Wyden spokesman Taylor Harvey told The Lund Report earlier this month that Grassley and Wyden are still completing their investigation, and are not ready to make anything public.

In the United States, Gilead has set the price at the highest in the world at $84,000, while offering it for as little as $1,000 in less affluent countries such as Egypt and India. Canada and the European Union, which more actively regulate the pharmaceutical industry, also have cheaper drug costs than the United States, where pharmaceutical companies have spent huge amounts of money on campaigns winning the political support of American politicians both federally and in Oregon to defeat regulation and prevent Medicare from negotiating drug prices.

Wyden and Grassley preside over the federal Medicare and Medicaid budgets as veteran members of the Senate Finance Committee.

Tom Holt, the chief Oregon lobbyist for Cambia Health Solutions, the parent company of Regence BlueCross BlueShield, said there was a whole lineup of drugs that are coming in at a stunning cost that cannot be managed sustainably.

Josh Balloch, the lobbyist for southern Oregon CCO and health plan, All-Care, said the concerns about covering Hep C drugs are just the opening round in a long boxing match where health plans and the public struggle to counter aggressive moves by the pharmaceutical industry that has them on the ropes.

“The cure for cancer may be five years out. It’ll be a fight and a bloody one for the next 15 years,” Balloch said.

The rhetoric about Solvaldi and Hepatitis C at the conference did blur the lines about the actual nature of the disease and the need to reach for the expensive remedy that is purported to cure the illness.

Although millions of Americans carry Hep C, the disease has a very slow progression, and the vast majority are in early stages where the disease is barely detectable and suffer no symptoms. OHSU hepatologist Dr. Atif Zaman told The Lund Report in an earlier interview that those who are in the most need for treatment are in the late stages of the disease, which puts them within five years of suffering cirrhosis of the liver.
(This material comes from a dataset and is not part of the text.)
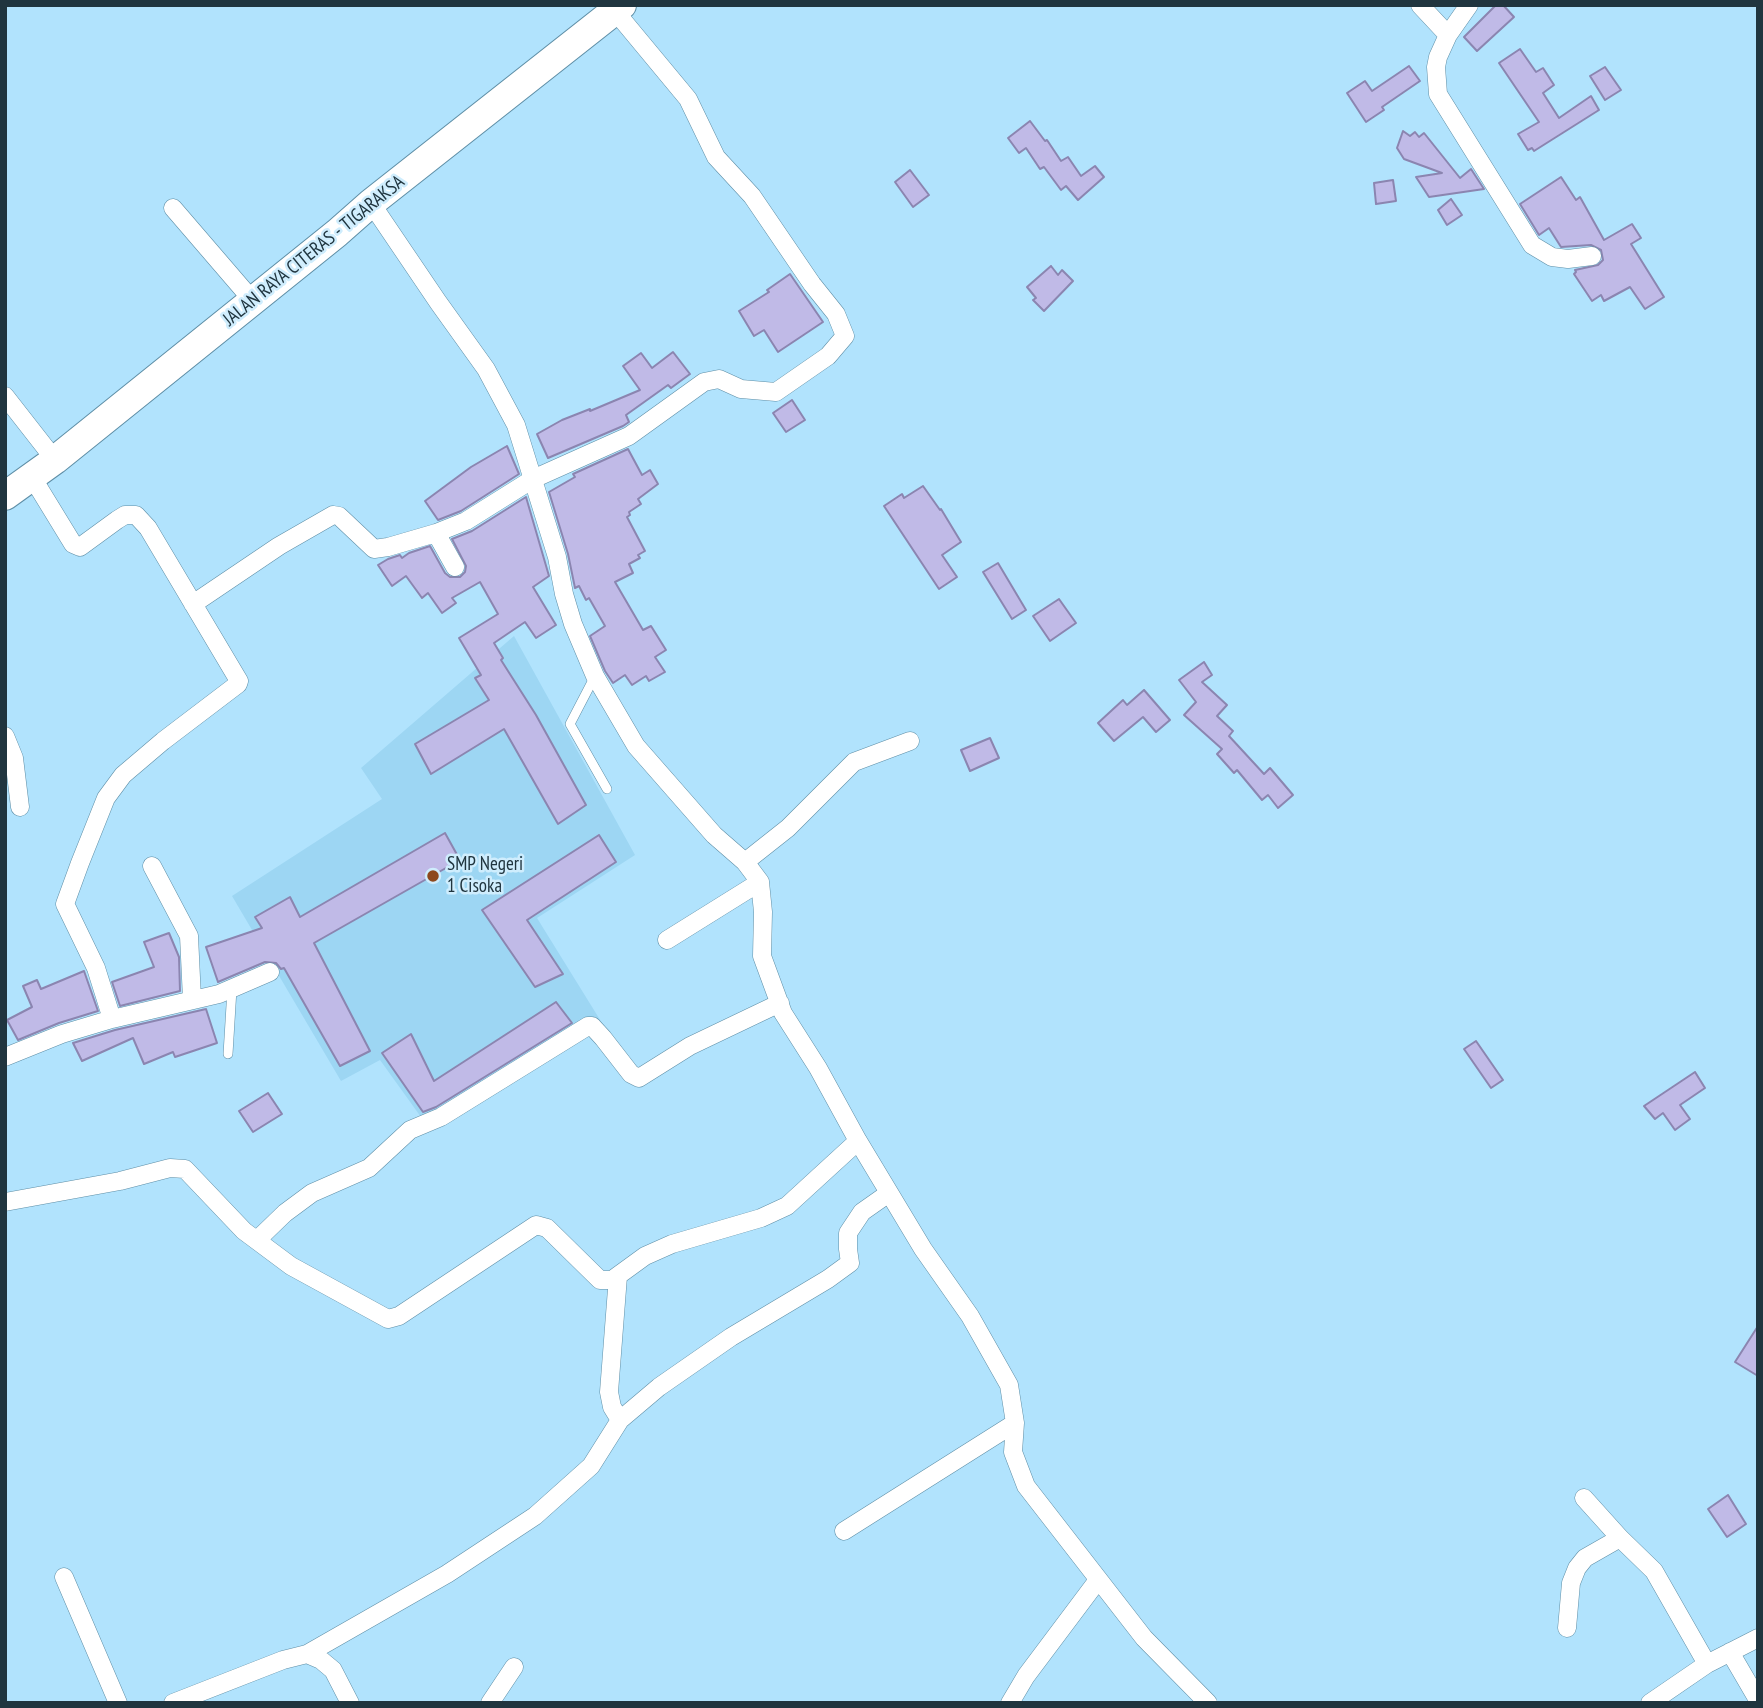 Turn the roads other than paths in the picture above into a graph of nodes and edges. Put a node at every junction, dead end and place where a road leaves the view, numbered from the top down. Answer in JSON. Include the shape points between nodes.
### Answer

Many people who are Hep C positive may never suffer serious liver damage, and if acquisition of the disease was recent from illicit drug use or otherwise, the disease could take decades before causing health problems. The prime candidates for treatment are those who either acquired the disease from sharing heroin needles or cocaine straws with infected users in the 1970s and 1980s or those unlucky Baby Boomers who received a contaminated blood transfusion in that time, when the blood supply was not tested for the virus.